**Work to complete:**
Check each line below for the word "paths" and give the number of lines that have it, nothing more.

*** Block opens ***

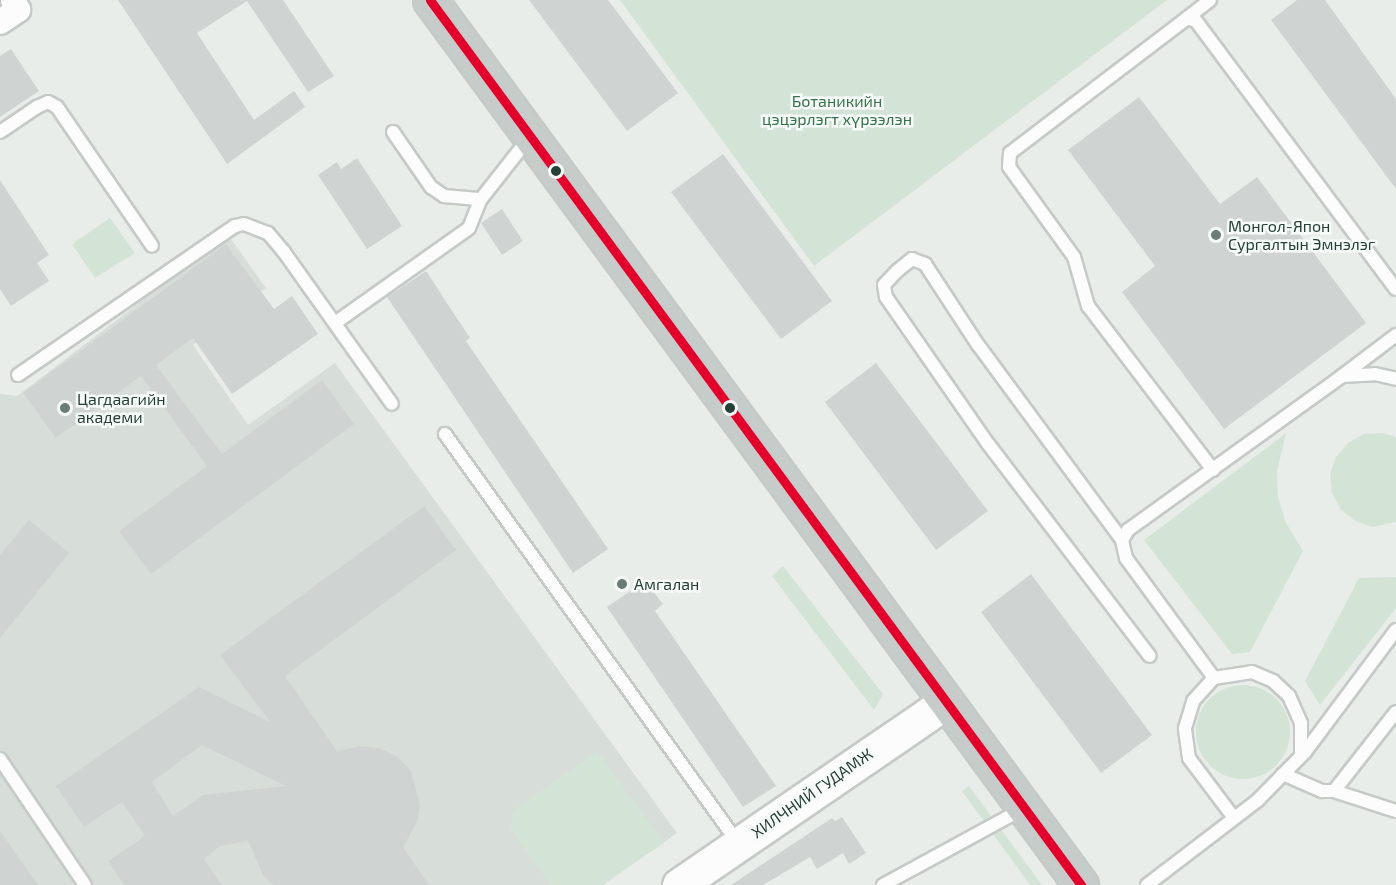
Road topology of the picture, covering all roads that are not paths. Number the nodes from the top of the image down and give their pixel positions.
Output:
1 (13, 0) edge
2 (430, 0) edge
3 (1210, 0) edge
4 (1187, 18) junction
5 (0, 22) edge
6 (0, 132) edge
7 (393, 132) dead end
8 (529, 138) junction
9 (481, 199) junction
10 (152, 246) dead end
11 (1396, 289) edge
12 (335, 323) junction
13 (1396, 335) edge
14 (18, 375) dead end
15 (1342, 376) junction
16 (1396, 379) edge
17 (392, 404) dead end
18 (445, 434) dead end
19 (1213, 470) junction
20 (1122, 540) junction
21 (1396, 630) edge
22 (1150, 656) dead end
23 (1214, 678) junction
24 (946, 702) junction
25 (1396, 712) edge
26 (1301, 756) junction
27 (0, 759) edge
28 (1283, 774) junction
29 (1334, 791) junction
30 (1024, 808) junction
31 (1396, 811) edge
32 (1234, 818) junction
33 (738, 844) junction
34 (86, 885) edge
35 (679, 885) edge
36 (883, 885) edge
37 (1081, 885) edge
38 (1147, 885) edge

1 - 5 street
2 - 8 highway
3 - 4 lane
4 - 11 lane
4 - 19 lane
6 - 10 lane
7 - 9 lane
8 - 9 lane
8 - 24 highway
9 - 12 lane
12 - 14 lane
12 - 17 lane
13 - 15 lane
15 - 16 lane
15 - 19 lane
18 - 33 lane
19 - 20 lane
20 - 22 lane
20 - 23 lane
21 - 26 lane
23 - 26 lane
23 - 32 lane
24 - 30 highway
24 - 33 main road, ХИЛЧНИЙ ГУДАМЖ
25 - 29 lane
26 - 28 lane
27 - 34 lane
28 - 29 lane
28 - 32 lane
29 - 31 lane
30 - 36 lane
30 - 37 highway
32 - 38 lane
33 - 35 main road, ХИЛЧНИЙ ГУДАМЖ

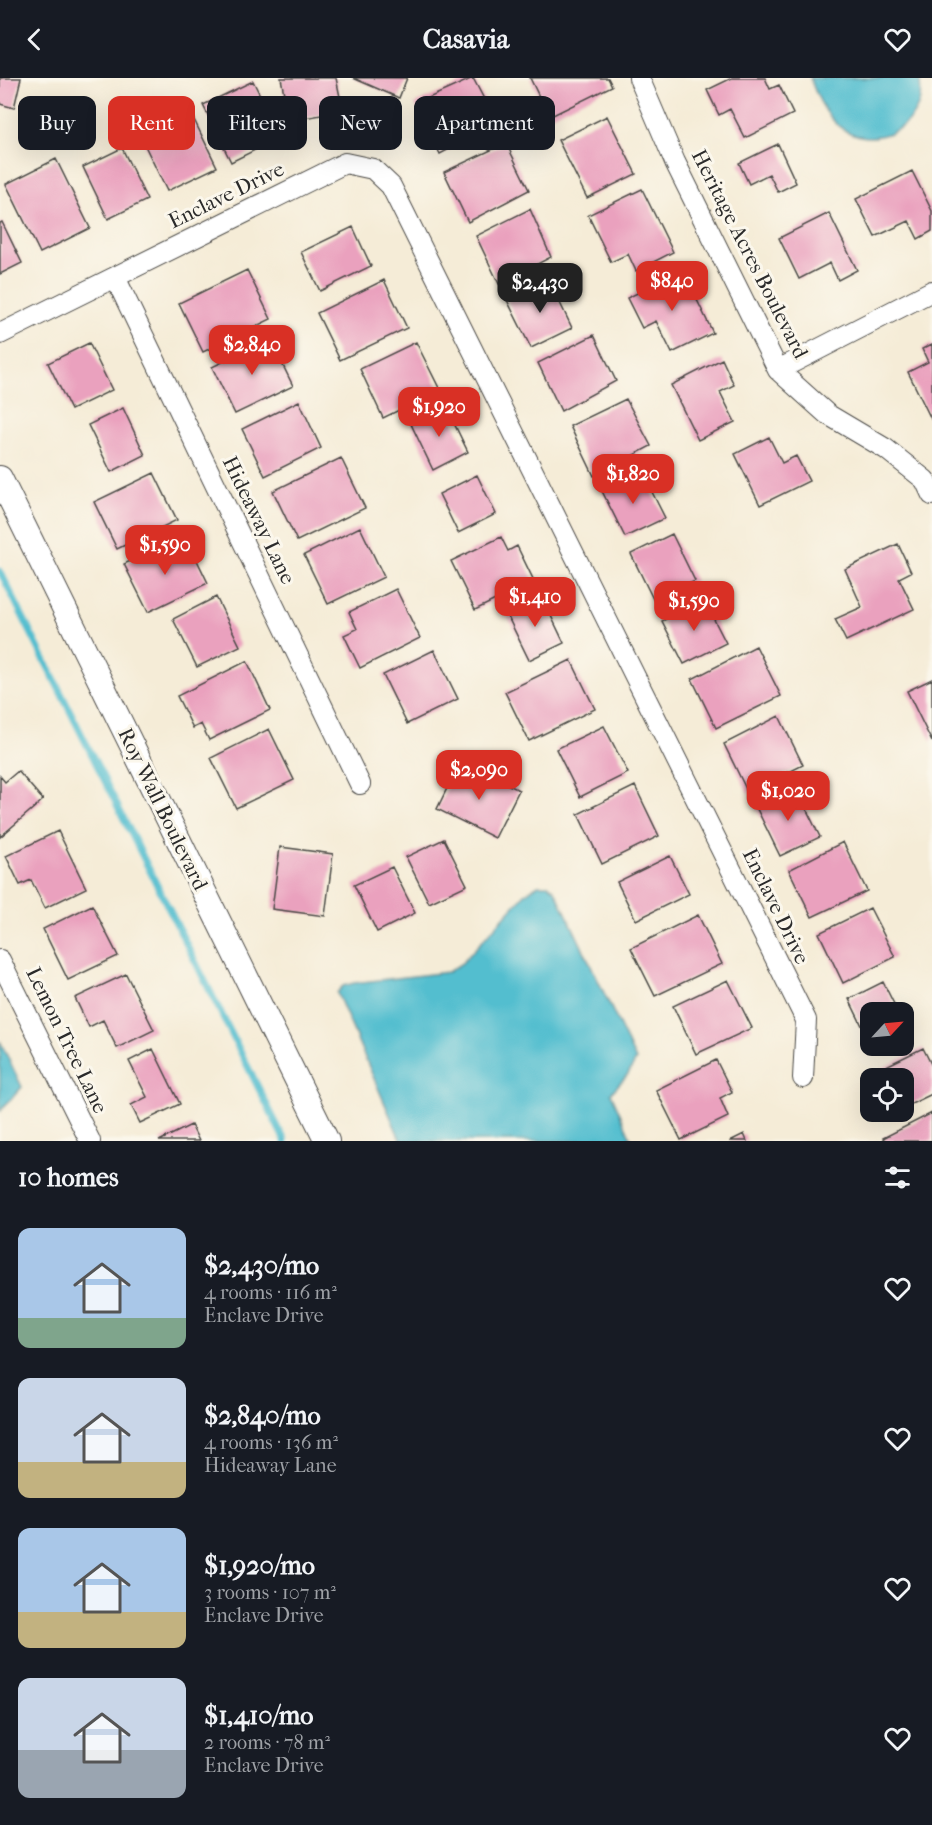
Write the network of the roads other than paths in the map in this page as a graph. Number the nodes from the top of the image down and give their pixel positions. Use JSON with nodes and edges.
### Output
{"nodes":[{"id":1,"x":639,"y":78,"type":"edge"},
{"id":2,"x":115,"y":277,"type":"junction"},
{"id":3,"x":932,"y":291,"type":"edge"},
{"id":4,"x":0,"y":334,"type":"edge"},
{"id":5,"x":778,"y":369,"type":"junction"},
{"id":6,"x":0,"y":478,"type":"edge"},
{"id":7,"x":932,"y":495,"type":"edge"},
{"id":8,"x":360,"y":784,"type":"dead end"},
{"id":9,"x":0,"y":960,"type":"edge"},
{"id":10,"x":803,"y":1078,"type":"dead end"},
{"id":11,"x":90,"y":1141,"type":"edge"},
{"id":12,"x":327,"y":1141,"type":"edge"}],
"edges":[{"from":1,"to":5,"type":"street","name":"Heritage Acres Boulevard"},
{"from":2,"to":4,"type":"street","name":"Enclave Drive"},
{"from":2,"to":8,"type":"street","name":"Hideaway Lane"},
{"from":2,"to":10,"type":"street","name":"Enclave Drive"},
{"from":3,"to":5,"type":"street"},
{"from":5,"to":7,"type":"street","name":"Heritage Acres Boulevard"},
{"from":6,"to":12,"type":"street","name":"Roy Wall Boulevard"},
{"from":9,"to":11,"type":"street","name":"Lemon Tree Lane"}]}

*** Block closes ***

**Output of the exercise:**
2